Hey, momma.
Yes, you. You with the crispy hair from too many days of dry shampoo.
You with the stack of mail you’ve promised to sort through for at least two weeks.
You over there saying a little prayer that your kid doesn’t get salmonella from the slightly expired eggs you fed him this morning (cooked in the microwave, of course, and eaten on the way to school, as if that needed to be said).
You with the screaming toddler in the checkout line at Target, beads of sweat dripping down the back of your neck, while people give you their judgy side-glances for not controlling your child better.
You with the soft bags under your eyes from staying up too late last night, just so you could savor a few delicious minutes of alone time.
You with your knotted-up stomach from worrying about your kid’s grades because you don’t have time to pee, much less sit down to help her with homework at night.
You with the voicemail box filled with messages from teachers and school principals because your kid has behavior issues, and you can’t take time off work to meet with them in person.
You with your head hung low because the reality of your life doesn’t look nearly as rosy as the one you pictured when the seeds for your little family were just being planted.
I have something to tell you.

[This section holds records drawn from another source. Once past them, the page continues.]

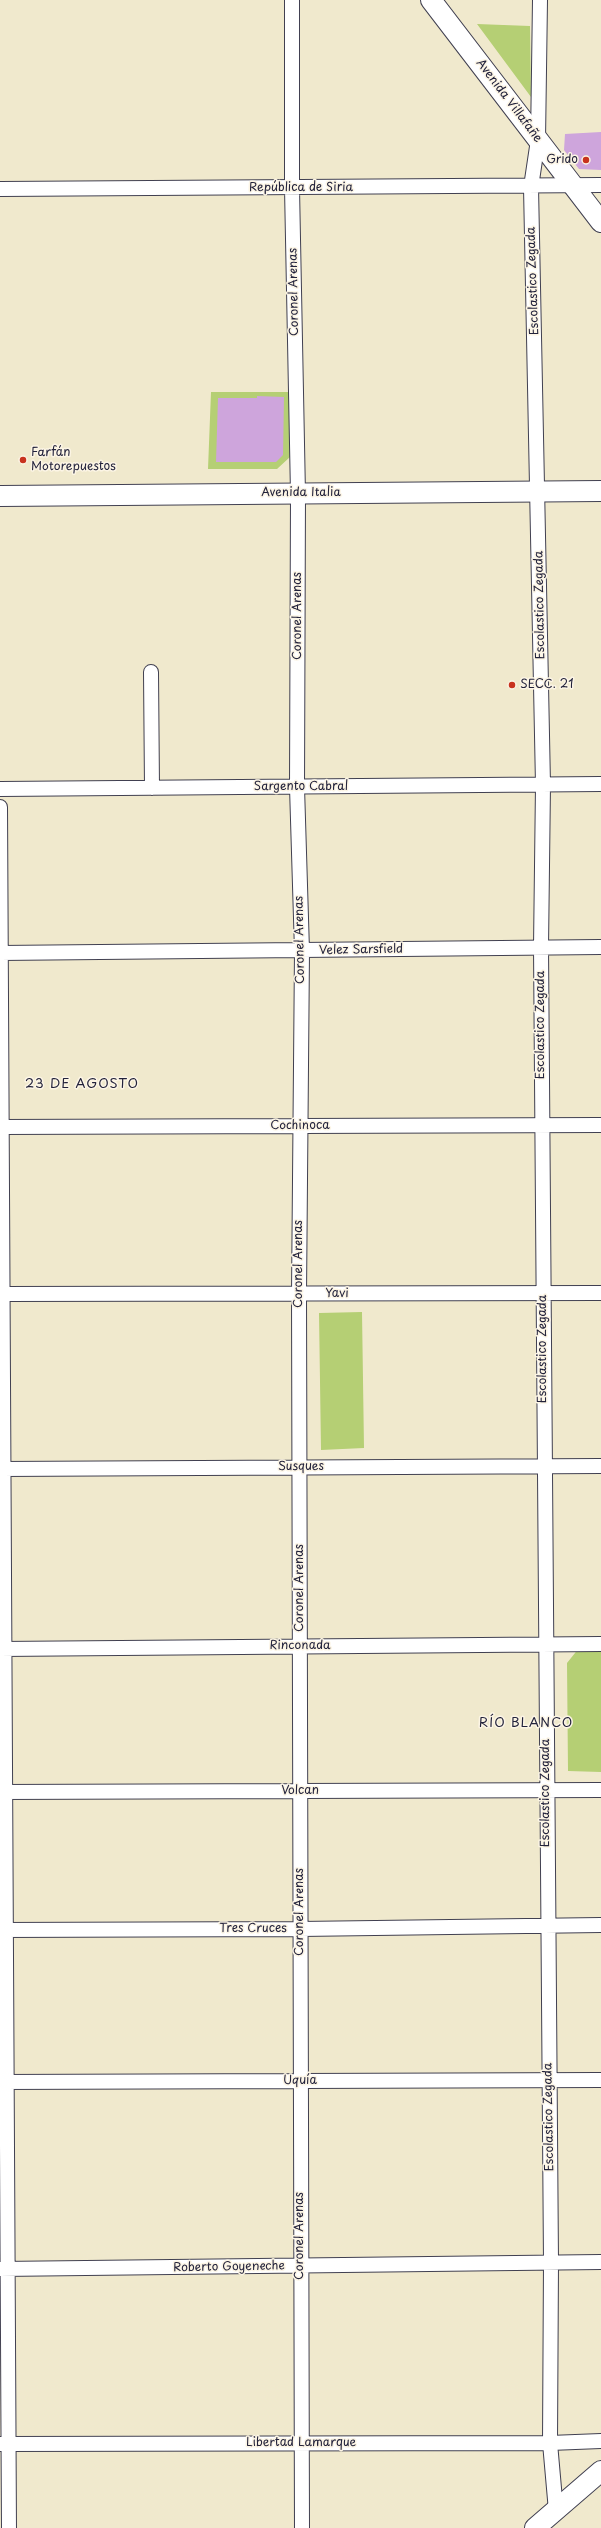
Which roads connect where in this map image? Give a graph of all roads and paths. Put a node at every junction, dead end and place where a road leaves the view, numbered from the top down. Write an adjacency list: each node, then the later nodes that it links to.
1 (292, 0): 8 (street, Coronel Arenas)
2 (431, 0): 4 (main road, Avenida Villafañe)
3 (540, 0): 4 (street)
4 (538, 140): 5 (main road, Avenida Villafañe); 7 (street, Escolastico Zegada)
5 (572, 185): 6 (street, República de Siria); 7 (street, República de Siria); 10 (main road, Avenida Villafañe)
6 (601, 185)
7 (531, 187): 8 (street, República de Siria); 12 (street, Escolastico Zegada)
8 (292, 188): 9 (street, República de Siria); 13 (street, Coronel Arenas)
9 (0, 189)
10 (601, 222)
11 (601, 491): 12 (main road, Avenida Italia)
12 (539, 492): 13 (main road, Avenida Italia); 17 (street, Escolastico Zegada)
13 (298, 494): 14 (main road, Avenida Italia); 18 (street, Coronel Arenas)
14 (0, 496)
15 (152, 672): 19 (street)
16 (601, 784): 17 (street, Sargento Cabral)
17 (543, 785): 18 (street, Sargento Cabral); 22 (street, Escolastico Zegada)
18 (297, 787): 19 (street, Sargento Cabral); 24 (street, Coronel Arenas)
19 (152, 788): 20 (street, Sargento Cabral)
20 (0, 789)
21 (0, 807): 25 (street)
22 (541, 947): 23 (street, Velez Sarsfield); 24 (street, Velez Sarsfield); 26 (street, Escolastico Zegada)
23 (601, 947)
24 (302, 951): 25 (street, Velez Sarsfield); 29 (street, Coronel Arenas)
25 (1, 953): 28 (street)
26 (542, 1125): 27 (street, Cochinoca); 29 (street, Cochinoca); 30 (street, Escolastico Zegada)
27 (601, 1125)
28 (1, 1126): 29 (street, Cochinoca); 32 (street)
29 (299, 1126): 33 (street, Coronel Arenas)
30 (543, 1293): 31 (street, Yavi); 33 (street, Yavi); 34 (street, Escolastico Zegada)
31 (601, 1293)
32 (1, 1294): 33 (street, Yavi); 37 (street)
33 (299, 1294): 36 (street, Coronel Arenas)
34 (544, 1466): 35 (street, Susques); 36 (street, Susques); 38 (street, Escolastico Zegada)
35 (601, 1466)
36 (300, 1467): 37 (street, Susques); 40 (street, Coronel Arenas)
37 (2, 1469): 41 (street)
38 (545, 1644): 39 (street, Rinconada); 40 (street, Rinconada); 42 (street, Escolastico Zegada)
39 (601, 1644)
40 (300, 1646): 41 (street, Rinconada); 44 (street, Coronel Arenas)
41 (2, 1649): 45 (street)
42 (546, 1790): 43 (street, Volcan); 44 (street, Volcan); 46 (street, Escolastico Zegada)
43 (601, 1790)
44 (300, 1791): 45 (street, Volcan); 48 (street, Coronel Arenas)
45 (2, 1792): 49 (street)
46 (547, 1924): 47 (street, Tres Cruces); 48 (street, Tres Cruces); 50 (street, Escolastico Zegada)
47 (601, 1925)
48 (300, 1929): 49 (street, Tres Cruces); 52 (street, Coronel Arenas)
49 (3, 1930): 53 (street)
50 (548, 2080): 51 (street, Uquía); 52 (street, Uquía); 54 (street, Escolastico Zegada)
51 (601, 2080)
52 (300, 2081): 53 (street, Uquía); 56 (street, Coronel Arenas)
53 (3, 2082): 57 (street)
54 (551, 2262): 55 (street, Roberto Goyeneche); 56 (street, Roberto Goyeneche); 60 (street, Escolastico Zegada)
55 (601, 2262)
56 (300, 2267): 57 (street, Roberto Goyeneche); 59 (street, Coronel Arenas)
57 (3, 2269): 61 (street)
58 (601, 2441): 60 (street, Libertad Lamarque)
59 (300, 2443): 60 (street, Libertad Lamarque); 61 (street, Libertad Lamarque); 65 (street, Coronel Arenas)
60 (550, 2443): 63 (street, Escolastico Zegada)
61 (3, 2444): 64 (street)
62 (601, 2470): 63 (main road)
63 (547, 2522)
64 (8, 2528)
65 (302, 2528)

A scrumptious secret.
You are admired by someone.
You are revered by someone.
You are a beaming ray of hope and light to someone and you don’t even know it.
You don’t know it because they probably haven’t told you.
Because for some reason, we don’t share these things with each other. We don’t want to seem creepy or mushy.
Or because they don’t want you to think they don’t have it together.
Or maybe they have told you, but you didn’t believe it.
Because, how could someone admire you, when some days - most days - you feel like you’re running on a treadmill that's racing so fast, your heart’s beating like a drum in your chest and you can’t push the Emergency Stop button because you can’t take your hands off the handrails for fear of shooting off the back, leaving a mom-shaped hole in the sheetrock behind you?
But it’s true.
You’re doing something right (whatever “right” means) in some way for somebody, and while you’re self-shaming because you’re drowning in a tub full of exhaustion and overlooked bills and expired dairy products, you’re rocking a certain something for somebody else that proves you’ve still got your head above water.
You are showing up as a woman. As a mom.
Someone else is looking at you with envy. At something you do that’s different - better, in their mind - than the way they do it.
Those few tiny things that you do with ease (you don’t even realize you have some of those, do you? “Things you do with ease,” I mean)? Those things seem like impossible achievements to someone else.
Your lowest acceptable standard of whatever-it-is, someone else is thinking, “She’s got that shit together,” or “Why can she do it, but I just can’t?”
We all have these thoughts at one point or another.
But here’s what I want you to do today: I want you to pull on your sensible panties - the super-soft cotton ones that have the tiny hole at the elastic because of the hard water and the fact that you’ve owned them since before you were pregnant with your 12-year-old, - slap on some concealer, and lift your face up to the sun with a big smile, because - you might not feel like it - but you are a hero, badass of a woman to someone else today.
Today and everyday.
You are a firework. A radiant superwoman perched high on someone’s pedestal as we speak.